New municipal regulations on Ottawa’s payday loan establishments impose additional restrictions on operators looking to open in communities such as Vanier, but are unlikely to have an immediate impact on the number of existing shops across the city.
City officials say the new rules – which were passed by city council in late September – are aimed at limiting the growth of new payday loan establishments and reducing the “clustering” of these shops in areas such as the Montreal Road corridor.
Specifically, the regulations introduce minimum separation distances between shops by requiring new payday loan establishments to be at least one kilometre from each other. Additionally, no payday loan shop will be allowed to operate within 300 metres of a school or 500 metres of a casino or racetrack.
Other changes regulate the type of premises that payday loan shops are allowed to operate from. Generally speaking, these businesses will only be allowed to be located in commercial buildings with non-residential uses.
In many cases, however, the new rules will only take effect as payday loan shops close down and are replaced by other types of businesses.
Existing establishments will be grandfathered and not subject to the new rules. Furthermore, if a shop closes down and is immediately replaced by another payday loan business, the new shop can operate under the old rules.

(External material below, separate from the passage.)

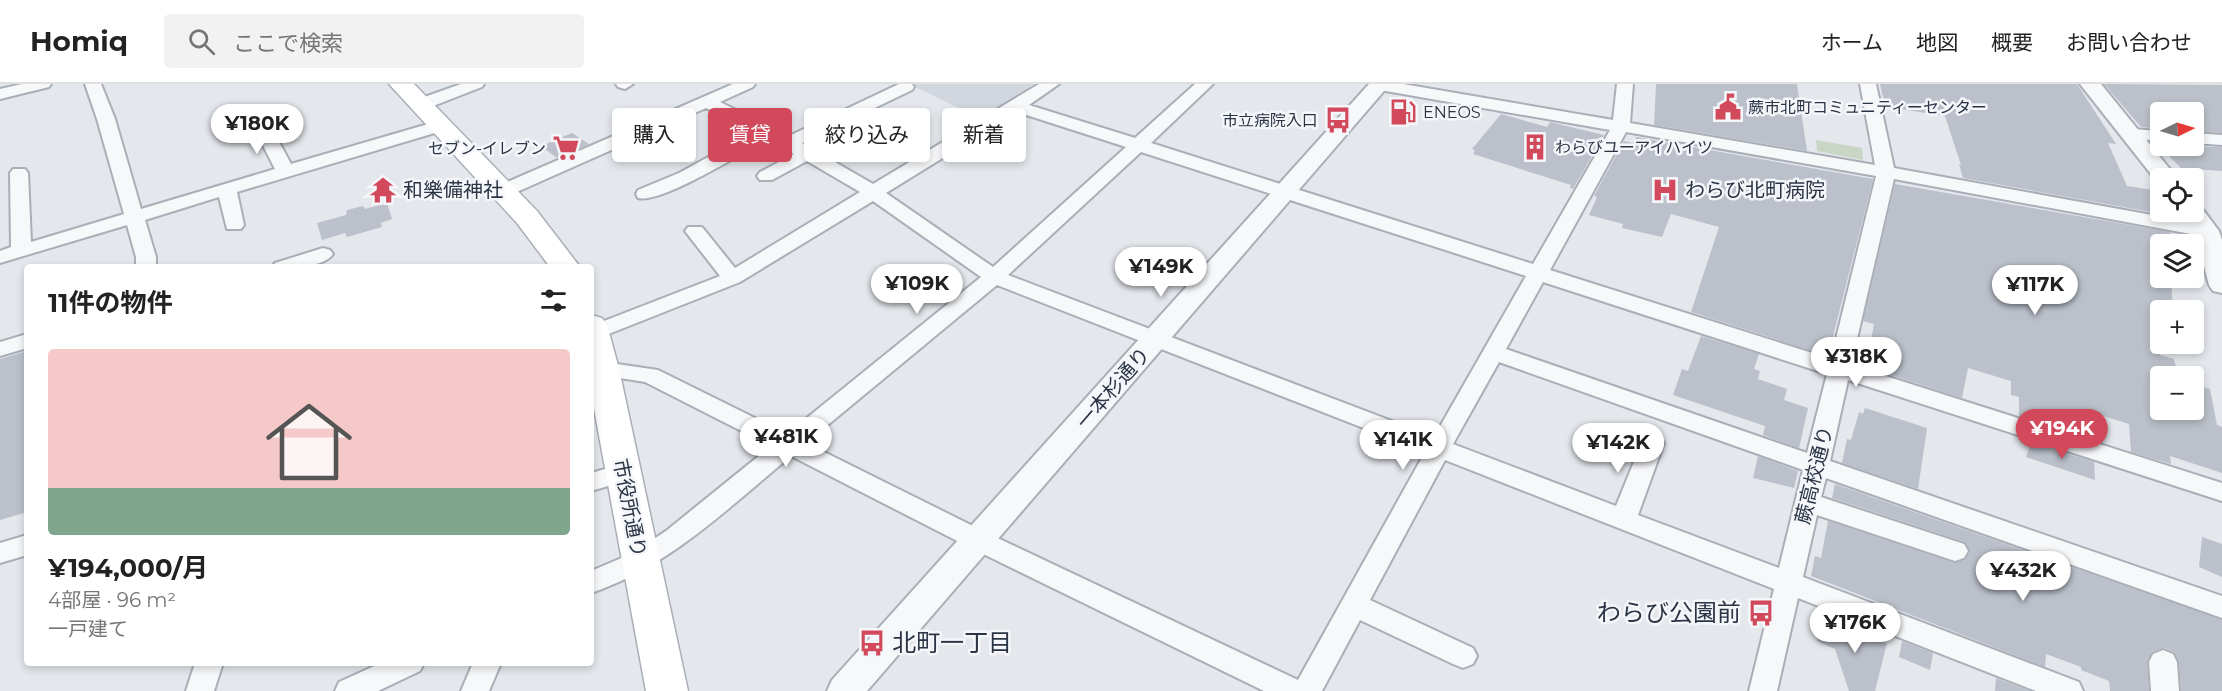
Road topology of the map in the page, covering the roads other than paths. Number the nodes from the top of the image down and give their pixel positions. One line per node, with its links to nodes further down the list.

In the short term, all new and existing payday loan establishments will be required to obtain a municipal license.
There are currently 54 provincially licensed payday loan establishments in Ottawa, down from 59 shops in 2016. Rideau-Vanier is home to nine of these shops, including five on Montreal Road alone, according to the city.
The new citywide rules comes on the heels of another council decision affecting payday loan shops in Vanier.
The Montreal Road Community Improvement Plan, adopted by council in May, specifically lists payday loan establishments – among other businesses – as being ineligible for grants to locate along the road.